Dolar (USD)
35.15
Euro (EUR)
36.75
Gram Altın
2964.63
BIST 100
9724.5
02:17 İMSAK'A
KALAN SÜRE
16 Ağustos 2021

Bilsek Neler Söyler Bize…

Muhyiddin İbn Arabî Fusûsul Hikem adlı meşhur eserinde dünyada görülen açlıkların, hastalık ve tabi afetler gibi bela ve engellerin insanı sıktığını, meşgul edip oyaladığını ve ona Hakk ile bağlantısını kaybettirdiğini söyler. Sonra “Yüzünüzü nereye dönerseniz, Allah’ın yüzü oradadır.” âyetini gerçek anlamıyla anlayan kişinin Hâlık’ın yüzünü o belalarda da göreceğini, zira o belalarda bile açığa çıkanın hakkın yüzü olduğunu hatırlatır (s. 157). Eserinin başka bir yerinde “Allah’ın emir ve isteği âlem aynasının sırlanmasıydı. Böyle olunca, insan yani Âdem, Allah’ın görüntüsünü yansıtan aynanın sırrı/cilâsı oldu. Nitekim Allah’ın niteliklerini en iyi ve en net yansıtan Âdem’dir. Bu konuda ondan daha yetkin başka bir canlı yaratılmamıştır. Böylece Âdem, âlemin sırrı oldu” buyurur (s. 21). Ancak varlık karşısında tefekkür ve hayret kabiliyetini kaybeden insan hakikatiyle arasına bilinçli bir mesafe koymuş olur, maneviyat akışını sekteye uğratır. Neticede sırrını kaybeder.

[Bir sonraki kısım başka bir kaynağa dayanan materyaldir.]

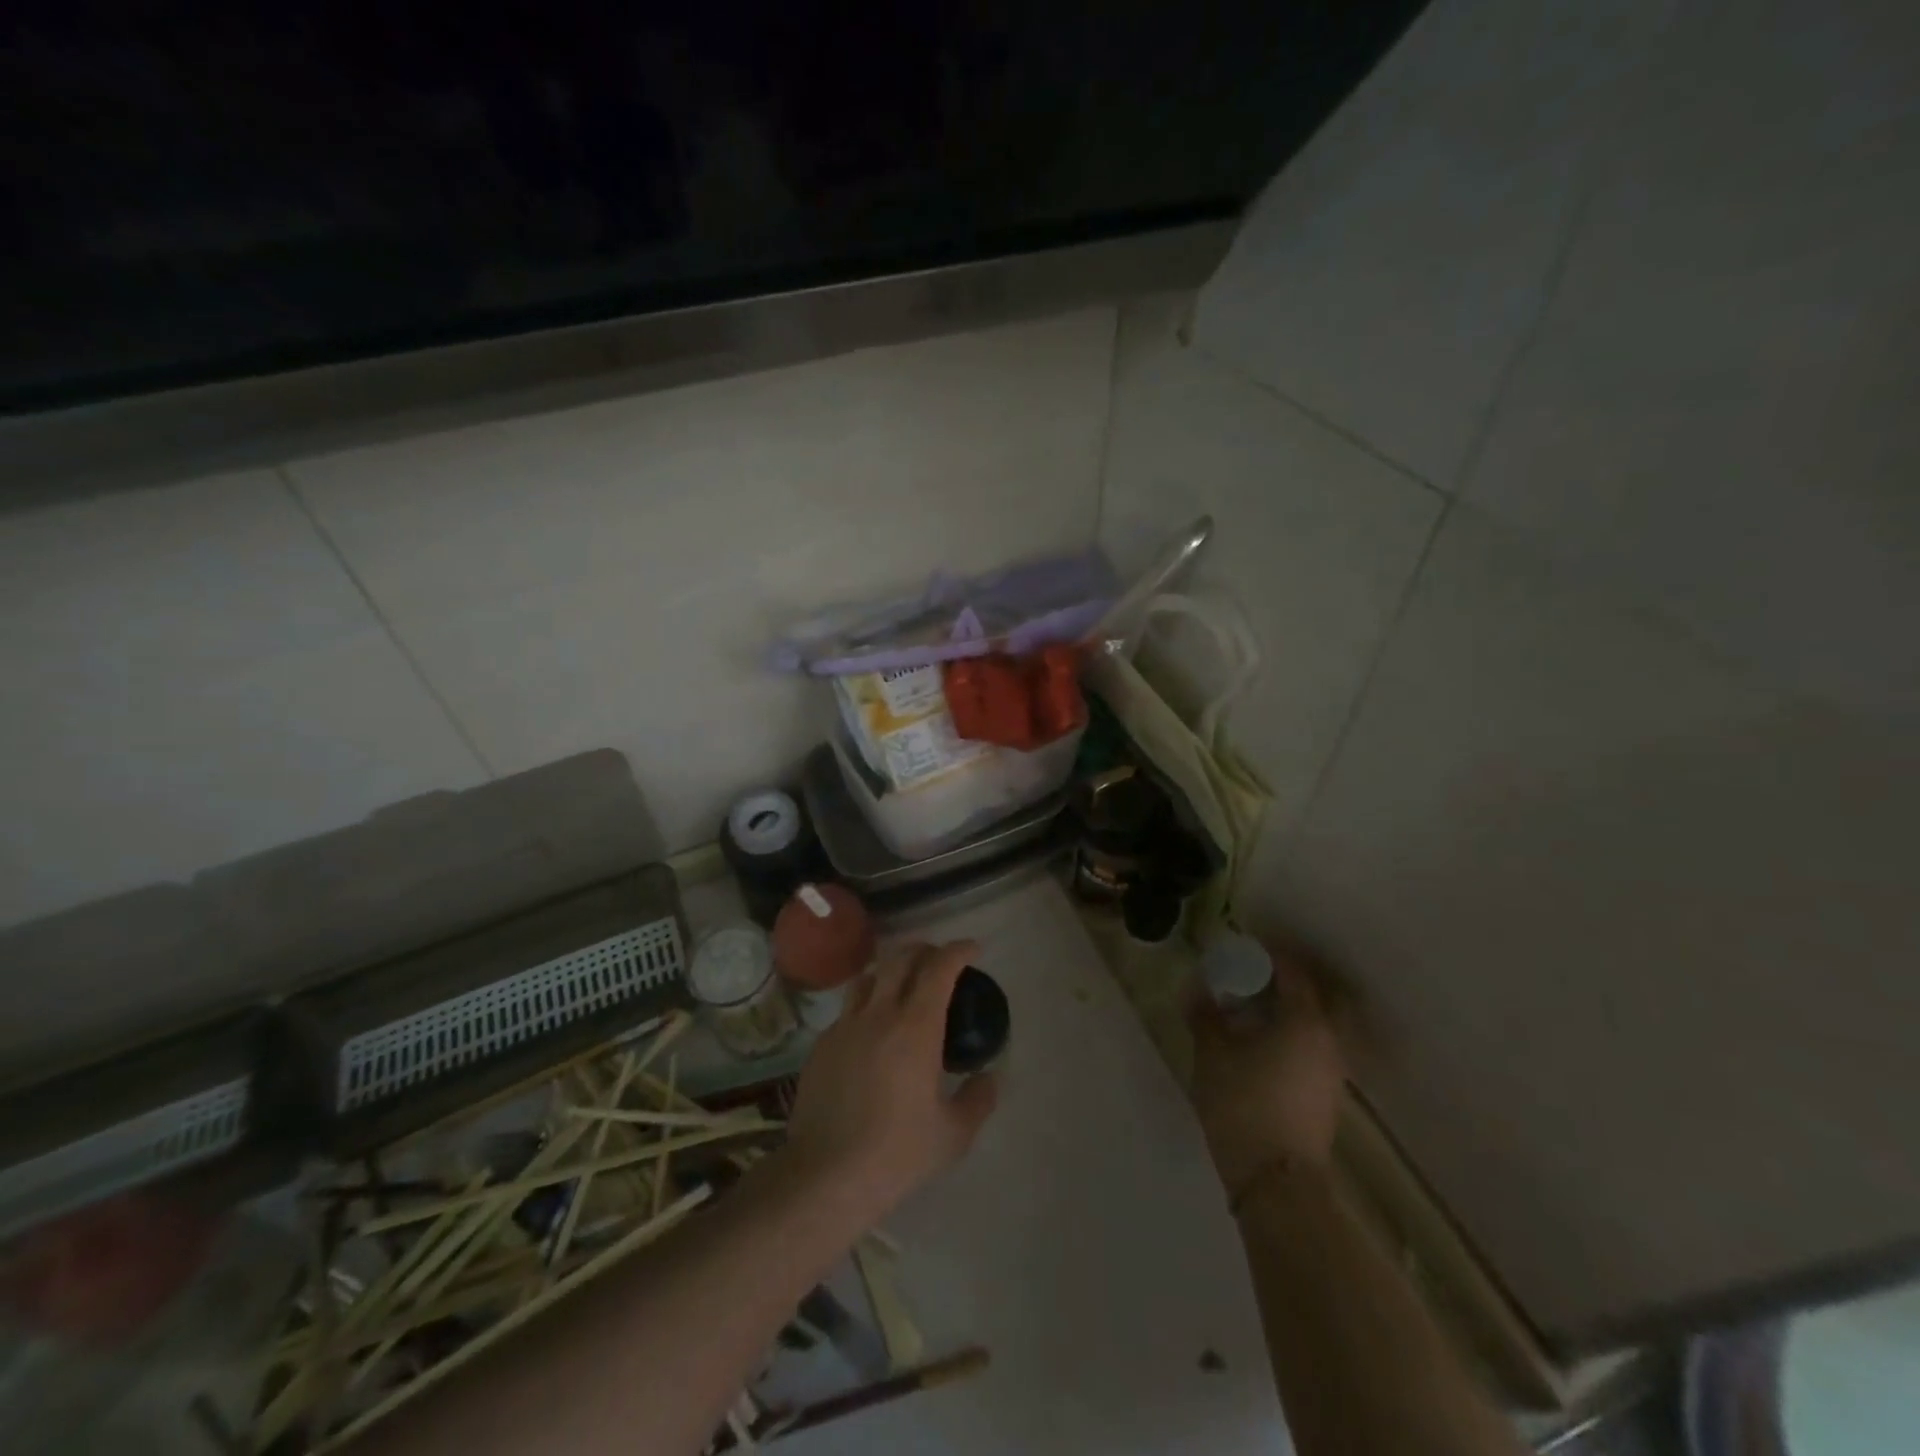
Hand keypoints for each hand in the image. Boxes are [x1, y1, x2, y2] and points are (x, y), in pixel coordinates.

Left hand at [784, 940, 998, 1221]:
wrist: (826, 1176)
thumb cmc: (898, 1153)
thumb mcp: (953, 1134)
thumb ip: (978, 1099)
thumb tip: (990, 1077)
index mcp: (916, 1026)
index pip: (939, 967)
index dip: (958, 950)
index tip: (972, 949)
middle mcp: (878, 1013)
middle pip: (901, 958)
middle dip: (925, 950)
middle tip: (940, 961)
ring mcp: (844, 1026)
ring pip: (869, 977)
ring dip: (891, 971)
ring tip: (903, 986)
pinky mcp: (821, 1045)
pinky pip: (848, 1010)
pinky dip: (867, 1006)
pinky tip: (872, 1033)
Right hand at [1188, 945, 1346, 1198]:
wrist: (1276, 1181)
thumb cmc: (1243, 1104)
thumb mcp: (1213, 1054)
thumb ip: (1206, 1016)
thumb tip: (1198, 990)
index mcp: (1305, 1020)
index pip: (1294, 971)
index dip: (1270, 953)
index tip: (1245, 946)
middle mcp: (1328, 1038)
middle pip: (1317, 994)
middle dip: (1289, 978)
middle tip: (1257, 973)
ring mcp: (1332, 1068)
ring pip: (1319, 1020)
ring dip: (1292, 1006)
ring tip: (1256, 1006)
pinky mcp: (1327, 1092)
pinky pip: (1315, 1043)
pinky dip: (1295, 1030)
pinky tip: (1265, 1039)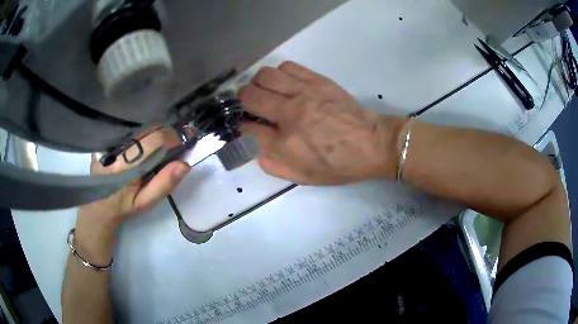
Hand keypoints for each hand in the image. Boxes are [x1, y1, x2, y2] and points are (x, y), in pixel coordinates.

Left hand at [78, 128, 190, 231]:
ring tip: (163, 139)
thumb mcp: (145, 202)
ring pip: (137, 126)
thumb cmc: (124, 207)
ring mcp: (109, 142)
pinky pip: (127, 130)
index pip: (153, 140)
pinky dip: (141, 131)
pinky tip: (146, 139)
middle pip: (146, 128)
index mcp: (126, 165)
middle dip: (164, 130)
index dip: (172, 136)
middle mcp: (116, 148)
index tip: (183, 140)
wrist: (98, 207)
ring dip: (154, 130)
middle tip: (175, 139)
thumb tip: (184, 165)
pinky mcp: (106, 141)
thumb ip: (163, 184)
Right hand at [239, 61, 403, 184]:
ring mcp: (304, 93)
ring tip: (266, 93)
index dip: (239, 126)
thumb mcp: (302, 177)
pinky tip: (285, 84)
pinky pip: (287, 67)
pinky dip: (279, 74)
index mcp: (285, 144)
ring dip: (258, 84)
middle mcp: (290, 113)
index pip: (245, 128)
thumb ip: (271, 163)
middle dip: (242, 101)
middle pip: (248, 95)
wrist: (372, 144)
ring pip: (264, 75)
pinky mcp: (317, 80)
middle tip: (250, 107)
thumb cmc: (338, 165)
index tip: (243, 126)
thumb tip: (252, 143)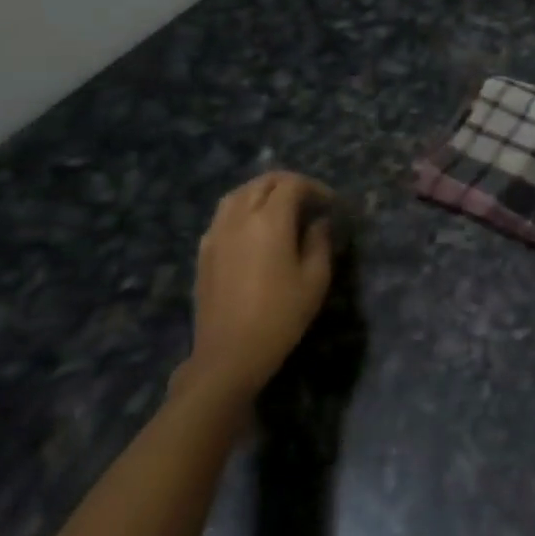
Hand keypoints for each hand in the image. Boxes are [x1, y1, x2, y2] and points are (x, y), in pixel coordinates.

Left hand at [182, 172, 334, 402]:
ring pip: (238, 194)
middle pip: (263, 182)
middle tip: (310, 201)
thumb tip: (318, 222)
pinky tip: (255, 229)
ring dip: (263, 192)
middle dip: (289, 184)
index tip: (330, 204)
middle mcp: (239, 218)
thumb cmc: (281, 316)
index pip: (292, 185)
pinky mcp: (204, 250)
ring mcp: (216, 233)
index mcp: (270, 221)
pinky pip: (223, 214)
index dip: (315, 188)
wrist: (230, 354)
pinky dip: (243, 208)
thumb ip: (319, 241)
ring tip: (282, 208)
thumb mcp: (315, 279)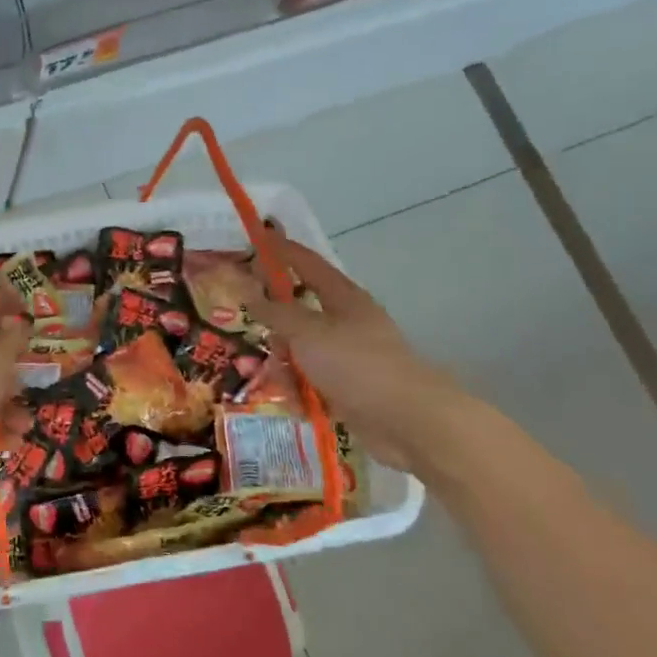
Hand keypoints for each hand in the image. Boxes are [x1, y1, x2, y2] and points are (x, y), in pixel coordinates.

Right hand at [246, 239, 466, 474]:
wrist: (407, 421)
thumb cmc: (357, 364)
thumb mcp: (308, 333)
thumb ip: (276, 312)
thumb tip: (249, 293)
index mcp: (342, 297)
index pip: (306, 263)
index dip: (281, 250)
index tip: (257, 236)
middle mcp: (345, 322)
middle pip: (298, 311)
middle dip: (275, 323)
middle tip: (253, 328)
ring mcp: (347, 356)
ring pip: (300, 349)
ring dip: (284, 363)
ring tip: (280, 380)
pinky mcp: (346, 387)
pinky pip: (309, 380)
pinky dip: (298, 388)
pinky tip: (294, 401)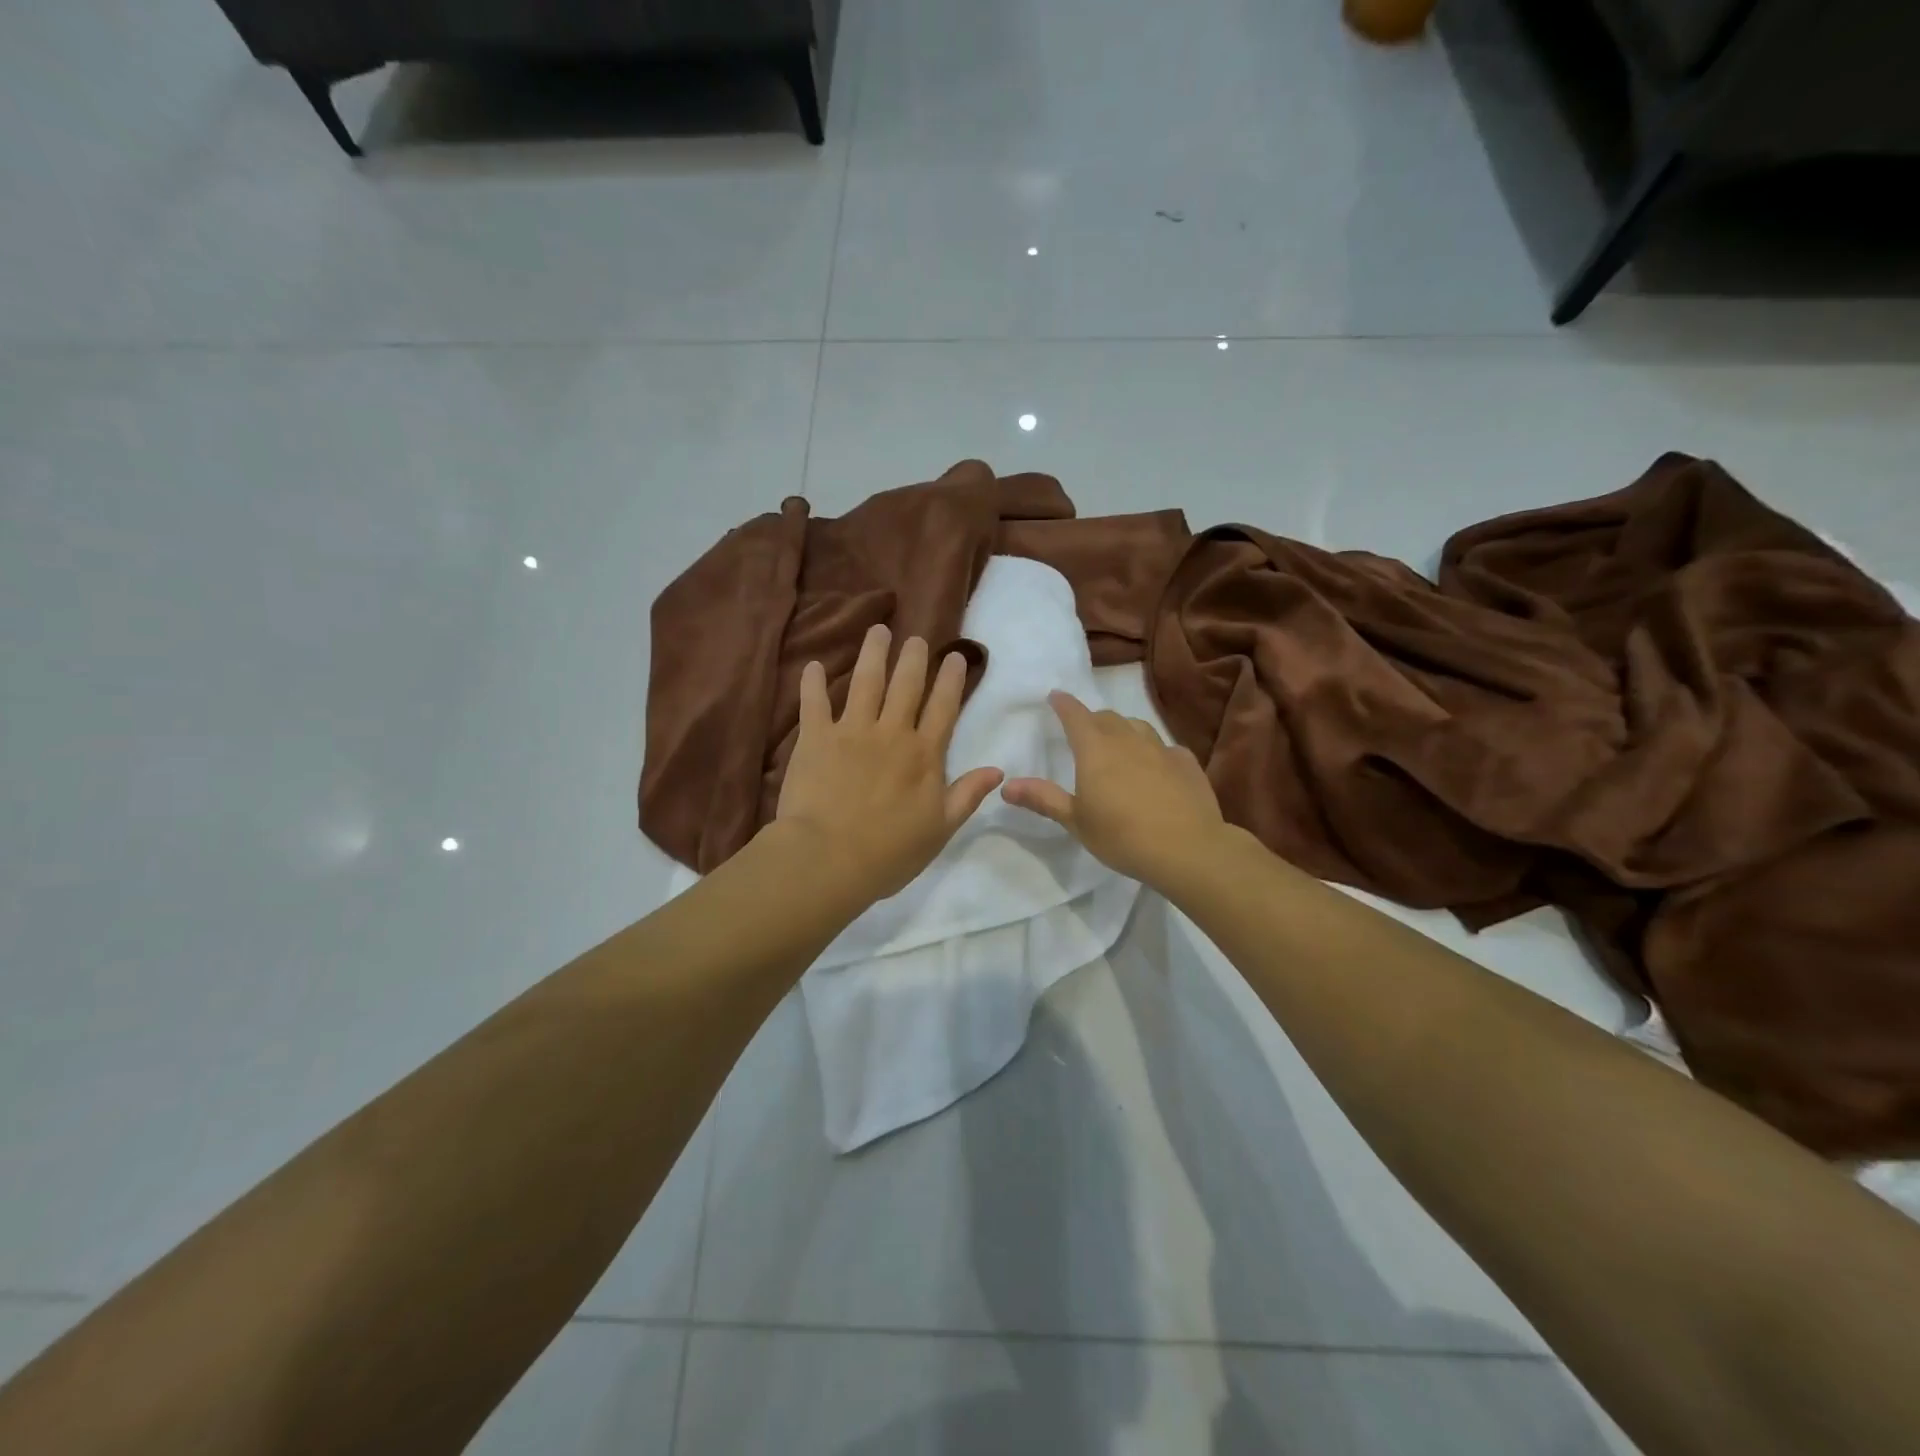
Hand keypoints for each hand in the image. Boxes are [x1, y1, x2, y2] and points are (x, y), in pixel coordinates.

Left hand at [774, 624, 1004, 903]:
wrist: (829, 858)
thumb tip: (998, 770)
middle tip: (916, 638)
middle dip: (914, 658)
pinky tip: (814, 665)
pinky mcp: (815, 738)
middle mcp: (891, 732)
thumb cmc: (890, 851)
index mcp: (924, 754)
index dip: (951, 680)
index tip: (955, 656)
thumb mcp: (940, 829)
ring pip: (866, 681)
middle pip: (906, 685)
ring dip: (873, 654)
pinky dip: (812, 683)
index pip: (943, 707)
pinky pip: (814, 703)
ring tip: (878, 631)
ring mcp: (852, 731)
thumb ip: (967, 795)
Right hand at [1002, 692, 1225, 888]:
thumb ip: (1043, 799)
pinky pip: (1166, 748)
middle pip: (1106, 718)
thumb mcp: (1076, 821)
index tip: (1055, 696)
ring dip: (1123, 729)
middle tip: (1084, 730)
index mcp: (1095, 750)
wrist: (1187, 849)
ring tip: (1119, 743)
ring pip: (1138, 727)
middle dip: (1092, 719)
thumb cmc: (1122, 836)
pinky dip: (1154, 751)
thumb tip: (1006, 786)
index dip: (1063, 704)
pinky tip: (1157, 767)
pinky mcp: (1187, 763)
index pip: (1075, 715)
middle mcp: (1128, 740)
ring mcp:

Eski çağlar Rabbiyle uzlaşması için insanlığa daha geniş bir alan sunuyordu. İbrahim Peygamberin yaratıcısını açık bir idrakin getirdiği aydınlanma ile bulması misaline dayanarak, kendiyle ve tabiatla baş başa kalabilen insanın da başka âlemlerle irtibatının arttığını söylemek mümkün. Bilgiye erişimin az olduğu ve bunun yüksek bir keşif ihtiyacı doğurduğu zamanlar itidal, sağduyu, hoşgörü, muvazene gibi hassaların da terazide ağır geldiği zamanlardı. Ânın içselleştirildiği ve ferde düşünme imkânının verildiği… Buna mukabil modern zaman olabildiğince objeyi insan emrine sunan ve sunduğuyla onu esir alan bir varlık ortaya koyuyor. Sadeliğin olduğu zeminin Rabbi hissettirme hususunda algıya bağışladığı yükseklik yaralanıyor. Maddenin artan gücüyle takvimlerin ve iklimlerin dengesi değişiyor. Gözün ulaşabildiği çeşitlilikse tüm renk ve desenleriyle kişiye geçici bir doygunluk yaşatırken kalbi meşgul ediyor. Kalabalıklar içerisinde sıkışan ve bu yapılanmanın adını “konfor” koyan insan teknolojiye emanet ettiği ruhunun ıstırabını duyamıyor ancak bu sıklet kendisini bir kavga hüviyetiyle ortaya koyuyor. Çağın çelik dişlileri arasında bunalan insanın kavgası tabiata, insana ve tabi olarak kendisine yöneliyor. Yaşadığımız çağda insan “kavga”sı üzerinden varlık gösteriyor. Başka türlü ifade edemiyor kendini ancak bu kavga da haklı bir davanın elçisi değil. Böylece Halil Cibran’ın Kırık Kanatlar’da anlattığı “insanlığın bütün şarkılarını ve dönüşümlerini sessiz bir duygu hâlinde içeren ebedî dil”i, “coşkuyla akan dereleri kendine çeken ve onları ebedî bir sessizliğin huzuru içinde sonsuzluğa götüren sakin göle benzer o dil” (s. 15) i kaybediyor. Yok ettiği ölçüde var olabileceğini zanneden, yıkmak üzerine kendini inşa eden akınlar geliyor. Zulüm ile abat olunamayacağını idrak edemeyen bir model türüyor. Hadiselere bütüncül bir bakış açısı ile bakamayan, bulunduğu noktaya sıkı sıkıya bağlanıp hapsoluyor. Bu nizamsızlık, başıboşluk, bu denetimsizlik içinde mütemadiyen suçlayan bir çığır, zamanı ve mekânı ipotek altına alıyor. Böylece insanlık durgun bir nehirde kendi yüzünü görmüşçesine muhatabının gönlüne nazar edebilme mertebesinden, bireyin kendine bile yaklaşamadığı bir seviyeye iniyor.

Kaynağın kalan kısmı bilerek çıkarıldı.